Inspired by surrealist filmmaker Luis Buñuel, “A Fire” is a silent, stream-of-conscious compilation of bizarre imagery (a rotating eyeball), newspaper clippings (crime headlines in Mexico), black & white vintage video of wrestlers and cockfights.

But it’s the last 4 minutes, starting at the 13:20-minute mark, that got the Catholic League up in arms, demanding that the Smithsonian remove it entirely from the exhibit. The League and some members of Congress claimed that the 11-second depiction of ants crawling on a crucifix (gasp!) was “designed to insult and inflict injury and assault the sensibilities of Christians.”

You bet damn right it was! Wojnarowicz was an angry man up until his death in 1992, angry for feeling invisible, angry for contracting AIDS.

‎”I want to throw up because we’re supposed to quietly and politely make house in this killing machine called America and pay taxes to support our own slow murder and I’m amazed we’re not running amok in the streets, and that we can still be capable of gestures of loving after lifetimes of all this,” he said.

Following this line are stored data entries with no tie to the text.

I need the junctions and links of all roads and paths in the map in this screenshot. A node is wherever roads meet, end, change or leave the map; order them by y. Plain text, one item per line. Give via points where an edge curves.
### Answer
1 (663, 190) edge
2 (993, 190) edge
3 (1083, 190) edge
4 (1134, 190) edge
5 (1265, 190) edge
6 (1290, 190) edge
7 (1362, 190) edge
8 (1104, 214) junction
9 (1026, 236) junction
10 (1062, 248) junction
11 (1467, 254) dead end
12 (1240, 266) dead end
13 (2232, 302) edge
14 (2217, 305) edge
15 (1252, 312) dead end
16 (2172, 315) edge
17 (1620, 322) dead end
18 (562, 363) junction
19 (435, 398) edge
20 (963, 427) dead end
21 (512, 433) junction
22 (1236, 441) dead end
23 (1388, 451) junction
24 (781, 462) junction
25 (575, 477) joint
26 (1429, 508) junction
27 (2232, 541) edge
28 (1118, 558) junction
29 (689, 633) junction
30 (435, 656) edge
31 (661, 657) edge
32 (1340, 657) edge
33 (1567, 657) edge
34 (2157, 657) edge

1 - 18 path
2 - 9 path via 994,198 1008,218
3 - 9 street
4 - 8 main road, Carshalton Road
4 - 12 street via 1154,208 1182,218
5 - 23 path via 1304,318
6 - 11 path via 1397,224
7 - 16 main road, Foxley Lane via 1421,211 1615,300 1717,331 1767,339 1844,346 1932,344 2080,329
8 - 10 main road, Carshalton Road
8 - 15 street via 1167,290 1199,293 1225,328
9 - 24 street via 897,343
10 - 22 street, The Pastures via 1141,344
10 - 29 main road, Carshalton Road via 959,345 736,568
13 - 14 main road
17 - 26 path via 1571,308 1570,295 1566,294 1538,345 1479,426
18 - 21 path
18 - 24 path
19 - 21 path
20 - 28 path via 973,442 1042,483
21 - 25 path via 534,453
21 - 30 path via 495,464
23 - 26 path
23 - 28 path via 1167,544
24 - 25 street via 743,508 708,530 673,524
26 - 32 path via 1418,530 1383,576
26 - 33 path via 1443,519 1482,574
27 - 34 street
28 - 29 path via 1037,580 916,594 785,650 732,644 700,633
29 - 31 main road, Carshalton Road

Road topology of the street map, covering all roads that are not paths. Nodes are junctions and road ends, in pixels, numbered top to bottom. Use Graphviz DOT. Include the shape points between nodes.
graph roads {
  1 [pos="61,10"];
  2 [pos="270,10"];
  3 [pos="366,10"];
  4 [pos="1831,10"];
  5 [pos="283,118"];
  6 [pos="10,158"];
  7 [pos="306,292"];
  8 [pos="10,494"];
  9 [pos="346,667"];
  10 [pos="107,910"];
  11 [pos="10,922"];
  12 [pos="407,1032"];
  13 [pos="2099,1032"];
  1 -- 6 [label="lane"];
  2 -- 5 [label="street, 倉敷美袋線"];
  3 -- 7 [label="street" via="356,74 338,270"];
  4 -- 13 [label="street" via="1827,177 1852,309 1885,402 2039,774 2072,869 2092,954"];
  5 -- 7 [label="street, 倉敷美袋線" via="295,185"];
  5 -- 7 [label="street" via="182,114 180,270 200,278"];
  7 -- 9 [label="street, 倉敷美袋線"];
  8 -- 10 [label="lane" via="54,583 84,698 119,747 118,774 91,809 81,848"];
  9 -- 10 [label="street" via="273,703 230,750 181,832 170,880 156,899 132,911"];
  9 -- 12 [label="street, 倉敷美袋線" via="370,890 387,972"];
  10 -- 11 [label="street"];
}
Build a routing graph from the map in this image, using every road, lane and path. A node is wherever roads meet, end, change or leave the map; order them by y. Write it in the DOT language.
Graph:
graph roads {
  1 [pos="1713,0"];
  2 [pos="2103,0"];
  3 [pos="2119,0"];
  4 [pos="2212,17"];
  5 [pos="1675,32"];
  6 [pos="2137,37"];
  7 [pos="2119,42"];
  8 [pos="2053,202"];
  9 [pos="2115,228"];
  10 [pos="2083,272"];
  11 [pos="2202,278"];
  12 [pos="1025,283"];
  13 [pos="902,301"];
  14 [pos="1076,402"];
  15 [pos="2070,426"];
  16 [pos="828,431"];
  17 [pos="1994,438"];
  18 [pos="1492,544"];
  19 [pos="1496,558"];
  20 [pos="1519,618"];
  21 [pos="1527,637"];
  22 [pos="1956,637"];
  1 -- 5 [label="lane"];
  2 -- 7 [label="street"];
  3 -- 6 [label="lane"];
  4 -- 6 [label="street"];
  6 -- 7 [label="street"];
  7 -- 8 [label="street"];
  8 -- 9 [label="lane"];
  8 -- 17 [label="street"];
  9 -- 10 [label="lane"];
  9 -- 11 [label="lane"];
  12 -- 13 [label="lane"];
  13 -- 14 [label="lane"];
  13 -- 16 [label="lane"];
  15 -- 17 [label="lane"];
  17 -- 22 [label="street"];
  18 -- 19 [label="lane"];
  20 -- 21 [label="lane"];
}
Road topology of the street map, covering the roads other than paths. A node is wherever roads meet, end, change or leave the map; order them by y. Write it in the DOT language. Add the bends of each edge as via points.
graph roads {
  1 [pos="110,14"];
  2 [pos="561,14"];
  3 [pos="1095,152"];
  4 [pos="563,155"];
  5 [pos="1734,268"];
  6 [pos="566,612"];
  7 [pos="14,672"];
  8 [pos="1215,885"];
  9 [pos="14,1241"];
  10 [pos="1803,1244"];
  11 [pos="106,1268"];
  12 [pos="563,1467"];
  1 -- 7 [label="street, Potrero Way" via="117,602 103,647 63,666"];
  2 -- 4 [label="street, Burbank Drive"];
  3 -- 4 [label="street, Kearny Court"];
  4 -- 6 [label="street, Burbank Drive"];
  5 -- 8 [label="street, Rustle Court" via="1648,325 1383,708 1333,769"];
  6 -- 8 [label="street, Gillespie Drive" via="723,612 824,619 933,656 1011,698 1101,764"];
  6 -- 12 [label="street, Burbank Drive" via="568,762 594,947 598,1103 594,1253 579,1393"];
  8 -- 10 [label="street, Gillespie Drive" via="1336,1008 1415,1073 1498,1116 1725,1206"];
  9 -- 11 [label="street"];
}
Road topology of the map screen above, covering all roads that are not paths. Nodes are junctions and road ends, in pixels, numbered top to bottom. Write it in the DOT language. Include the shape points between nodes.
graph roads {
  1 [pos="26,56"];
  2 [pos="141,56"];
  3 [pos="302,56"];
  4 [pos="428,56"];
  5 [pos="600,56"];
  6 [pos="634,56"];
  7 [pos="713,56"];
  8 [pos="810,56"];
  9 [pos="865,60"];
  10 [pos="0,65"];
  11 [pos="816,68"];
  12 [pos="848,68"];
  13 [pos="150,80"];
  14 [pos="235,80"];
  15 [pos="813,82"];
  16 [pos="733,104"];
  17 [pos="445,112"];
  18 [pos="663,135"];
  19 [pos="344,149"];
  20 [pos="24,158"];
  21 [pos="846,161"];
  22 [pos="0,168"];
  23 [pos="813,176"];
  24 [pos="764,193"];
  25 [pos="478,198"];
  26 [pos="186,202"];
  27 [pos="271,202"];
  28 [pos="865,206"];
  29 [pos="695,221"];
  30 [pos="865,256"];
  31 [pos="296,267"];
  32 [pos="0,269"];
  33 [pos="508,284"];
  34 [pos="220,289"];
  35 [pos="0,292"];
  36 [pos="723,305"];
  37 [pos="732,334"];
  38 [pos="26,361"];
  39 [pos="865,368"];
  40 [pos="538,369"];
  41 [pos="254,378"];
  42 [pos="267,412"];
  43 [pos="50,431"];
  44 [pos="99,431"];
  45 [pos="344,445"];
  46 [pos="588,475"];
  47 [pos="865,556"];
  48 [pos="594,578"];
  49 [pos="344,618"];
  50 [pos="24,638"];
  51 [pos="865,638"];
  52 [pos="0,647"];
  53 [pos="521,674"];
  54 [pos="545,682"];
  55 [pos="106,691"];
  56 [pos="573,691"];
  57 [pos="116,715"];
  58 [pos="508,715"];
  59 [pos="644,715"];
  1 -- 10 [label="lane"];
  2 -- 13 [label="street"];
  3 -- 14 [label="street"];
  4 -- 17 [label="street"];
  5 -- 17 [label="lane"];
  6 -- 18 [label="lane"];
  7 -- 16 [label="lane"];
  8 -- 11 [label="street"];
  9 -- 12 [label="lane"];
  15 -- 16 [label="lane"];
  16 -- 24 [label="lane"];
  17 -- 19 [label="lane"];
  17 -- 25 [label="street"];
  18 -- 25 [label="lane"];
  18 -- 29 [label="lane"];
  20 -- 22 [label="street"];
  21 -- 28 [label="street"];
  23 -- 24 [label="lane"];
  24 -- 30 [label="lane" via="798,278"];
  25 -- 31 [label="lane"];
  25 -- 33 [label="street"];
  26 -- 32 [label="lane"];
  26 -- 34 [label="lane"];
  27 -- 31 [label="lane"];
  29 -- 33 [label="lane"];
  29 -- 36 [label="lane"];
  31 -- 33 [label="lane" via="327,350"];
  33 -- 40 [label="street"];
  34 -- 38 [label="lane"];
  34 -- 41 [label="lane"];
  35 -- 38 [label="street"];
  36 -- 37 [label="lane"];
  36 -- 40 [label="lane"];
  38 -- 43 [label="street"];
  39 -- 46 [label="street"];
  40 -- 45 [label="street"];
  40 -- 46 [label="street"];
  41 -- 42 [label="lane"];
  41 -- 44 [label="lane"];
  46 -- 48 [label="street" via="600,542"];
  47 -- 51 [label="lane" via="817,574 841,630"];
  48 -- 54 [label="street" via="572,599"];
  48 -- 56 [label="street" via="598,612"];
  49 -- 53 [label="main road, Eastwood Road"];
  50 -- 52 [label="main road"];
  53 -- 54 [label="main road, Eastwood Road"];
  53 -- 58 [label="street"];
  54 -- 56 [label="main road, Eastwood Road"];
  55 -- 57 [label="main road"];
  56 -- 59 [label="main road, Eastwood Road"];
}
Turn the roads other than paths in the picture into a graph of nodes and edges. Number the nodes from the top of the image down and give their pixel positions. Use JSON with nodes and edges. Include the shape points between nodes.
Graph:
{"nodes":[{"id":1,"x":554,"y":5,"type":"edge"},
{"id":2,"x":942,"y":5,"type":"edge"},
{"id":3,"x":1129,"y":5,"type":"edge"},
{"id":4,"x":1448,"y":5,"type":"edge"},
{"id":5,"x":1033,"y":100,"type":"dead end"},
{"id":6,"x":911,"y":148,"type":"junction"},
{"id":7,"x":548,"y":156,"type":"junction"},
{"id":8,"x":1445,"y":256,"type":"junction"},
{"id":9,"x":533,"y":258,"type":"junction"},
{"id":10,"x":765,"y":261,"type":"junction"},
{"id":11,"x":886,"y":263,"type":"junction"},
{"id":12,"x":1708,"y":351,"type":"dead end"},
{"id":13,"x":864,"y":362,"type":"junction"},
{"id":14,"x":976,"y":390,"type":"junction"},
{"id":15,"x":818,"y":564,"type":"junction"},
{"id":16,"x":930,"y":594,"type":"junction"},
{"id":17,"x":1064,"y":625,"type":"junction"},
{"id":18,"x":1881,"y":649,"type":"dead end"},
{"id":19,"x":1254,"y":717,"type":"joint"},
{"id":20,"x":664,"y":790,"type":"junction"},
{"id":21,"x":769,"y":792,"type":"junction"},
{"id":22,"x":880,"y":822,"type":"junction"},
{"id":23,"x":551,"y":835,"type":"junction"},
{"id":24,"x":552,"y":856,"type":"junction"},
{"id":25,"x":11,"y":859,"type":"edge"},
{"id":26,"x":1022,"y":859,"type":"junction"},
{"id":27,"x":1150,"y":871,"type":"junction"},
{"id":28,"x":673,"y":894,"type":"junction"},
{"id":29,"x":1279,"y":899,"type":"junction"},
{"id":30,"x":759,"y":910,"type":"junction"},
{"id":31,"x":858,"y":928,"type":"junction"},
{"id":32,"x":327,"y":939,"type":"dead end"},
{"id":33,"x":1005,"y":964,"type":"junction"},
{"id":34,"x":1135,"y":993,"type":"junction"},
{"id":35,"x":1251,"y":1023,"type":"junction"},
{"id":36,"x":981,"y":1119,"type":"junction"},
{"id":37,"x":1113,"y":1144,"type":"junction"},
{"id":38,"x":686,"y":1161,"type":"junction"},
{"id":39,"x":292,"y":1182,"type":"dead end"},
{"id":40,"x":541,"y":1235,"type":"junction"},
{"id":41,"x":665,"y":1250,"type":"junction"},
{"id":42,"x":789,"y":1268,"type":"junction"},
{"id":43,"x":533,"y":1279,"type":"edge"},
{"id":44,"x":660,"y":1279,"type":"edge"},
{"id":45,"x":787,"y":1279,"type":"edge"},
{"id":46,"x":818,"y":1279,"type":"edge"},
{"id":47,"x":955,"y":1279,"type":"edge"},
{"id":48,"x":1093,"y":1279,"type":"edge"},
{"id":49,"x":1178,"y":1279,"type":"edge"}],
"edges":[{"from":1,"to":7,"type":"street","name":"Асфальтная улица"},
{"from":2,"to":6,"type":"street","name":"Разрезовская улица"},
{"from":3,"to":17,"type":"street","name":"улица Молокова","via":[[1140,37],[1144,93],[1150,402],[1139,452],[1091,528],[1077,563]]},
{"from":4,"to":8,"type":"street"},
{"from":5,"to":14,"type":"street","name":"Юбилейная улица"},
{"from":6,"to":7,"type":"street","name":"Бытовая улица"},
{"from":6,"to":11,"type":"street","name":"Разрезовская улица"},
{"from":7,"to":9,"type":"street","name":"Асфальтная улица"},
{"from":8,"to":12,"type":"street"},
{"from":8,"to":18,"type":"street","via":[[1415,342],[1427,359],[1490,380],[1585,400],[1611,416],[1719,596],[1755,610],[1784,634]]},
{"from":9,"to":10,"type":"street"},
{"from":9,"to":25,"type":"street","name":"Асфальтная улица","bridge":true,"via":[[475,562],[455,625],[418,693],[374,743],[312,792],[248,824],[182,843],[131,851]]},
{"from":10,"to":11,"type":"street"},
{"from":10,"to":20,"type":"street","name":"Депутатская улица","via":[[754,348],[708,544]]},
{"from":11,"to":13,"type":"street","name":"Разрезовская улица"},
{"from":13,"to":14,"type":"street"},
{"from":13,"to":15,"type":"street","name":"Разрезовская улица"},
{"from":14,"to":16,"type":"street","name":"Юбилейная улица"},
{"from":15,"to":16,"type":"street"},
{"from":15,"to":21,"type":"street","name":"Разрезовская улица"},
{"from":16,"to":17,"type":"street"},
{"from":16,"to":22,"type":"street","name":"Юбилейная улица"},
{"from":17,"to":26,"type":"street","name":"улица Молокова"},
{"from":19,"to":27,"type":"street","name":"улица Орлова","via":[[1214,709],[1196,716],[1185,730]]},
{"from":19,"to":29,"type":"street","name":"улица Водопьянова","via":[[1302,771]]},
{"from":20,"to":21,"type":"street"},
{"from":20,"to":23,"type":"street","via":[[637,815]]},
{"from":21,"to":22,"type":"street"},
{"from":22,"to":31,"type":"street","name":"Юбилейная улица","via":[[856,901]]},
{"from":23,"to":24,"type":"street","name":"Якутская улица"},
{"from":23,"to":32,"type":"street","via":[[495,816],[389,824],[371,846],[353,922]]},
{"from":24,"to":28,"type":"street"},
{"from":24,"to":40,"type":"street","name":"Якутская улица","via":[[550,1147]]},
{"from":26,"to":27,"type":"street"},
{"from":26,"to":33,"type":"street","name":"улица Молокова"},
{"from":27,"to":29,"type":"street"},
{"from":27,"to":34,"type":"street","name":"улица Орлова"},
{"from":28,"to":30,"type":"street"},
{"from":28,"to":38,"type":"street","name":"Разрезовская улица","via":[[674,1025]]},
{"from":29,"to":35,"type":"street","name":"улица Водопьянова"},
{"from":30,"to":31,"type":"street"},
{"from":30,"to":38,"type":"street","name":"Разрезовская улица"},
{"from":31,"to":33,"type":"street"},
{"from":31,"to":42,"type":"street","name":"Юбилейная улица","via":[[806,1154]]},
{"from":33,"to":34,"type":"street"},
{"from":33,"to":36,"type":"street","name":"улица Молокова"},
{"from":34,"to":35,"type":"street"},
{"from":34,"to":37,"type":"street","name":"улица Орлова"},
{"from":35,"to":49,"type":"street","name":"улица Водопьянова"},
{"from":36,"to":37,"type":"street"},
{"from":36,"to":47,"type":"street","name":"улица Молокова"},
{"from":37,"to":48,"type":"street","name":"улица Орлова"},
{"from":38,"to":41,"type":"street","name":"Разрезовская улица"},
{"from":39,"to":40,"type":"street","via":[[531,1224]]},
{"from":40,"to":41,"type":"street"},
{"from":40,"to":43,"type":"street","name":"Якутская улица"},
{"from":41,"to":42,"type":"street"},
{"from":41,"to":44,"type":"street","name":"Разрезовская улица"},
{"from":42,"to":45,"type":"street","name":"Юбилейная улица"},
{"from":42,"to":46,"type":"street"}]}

But his anger, his offensive intention is still no reason for censorship. Blake Gopnik wrote in the Washington Post:

If every piece of art that offended some person or some group was removed from a museum, our museums might start looking empty – or would contain nothing more than pabulum. Goya’s great nudes? Gone. The Inquisition called them porn.

Norman Rockwell would get the boot, too, if I believed in pulling everything that I’m offended by: I can’t stand the view of America that he presents, which I feel insults a huge number of us non-mainstream folks. But I didn’t call for the Smithsonian American Art Museum to pull the Rockwell show… His admirers got to have their say, and his detractors, including me, got to rant about how much they hated his art. Censorship would have prevented that discussion, and that’s why we don’t allow it.

Rep. Eric Cantor (R-Va.) has said that taxpayer-funded museums should uphold “common standards of decency.” But such “standards” don’t exist, and shouldn’t, in a pluralist society. My decency is your disgust, and one point of museums, and of contemporary art in general, is to test where lines get drawn and how we might want to rethink them. A great museum is a laboratory where ideas get tested, not a mausoleum full of dead thoughts and bromides.

Tyler Green wrote in ArtInfo about the larger issues this censorship presents to the American LGBT experience:

A key part of these events is the refusal of religious conservatives to acknowledge that gays and lesbians are Americans in full, as worthy of being studied and contextualized by historians as Catholics or Montanans. The religious right wants nothing less than for gays and lesbians to be made as invisible as possible, to be hidden or removed from our shared national history.

Ironically, almost 20 years after his death, Wojnarowicz is still reliving his nightmare — his mouth being sewed shut with thread.

“A Fire in My Belly” also includes several seconds of masturbatory foreplay, which no one really mentioned during the controversy. Shot under strobe lights, it took me like 20 minutes to get some good screen caps. You’re welcome.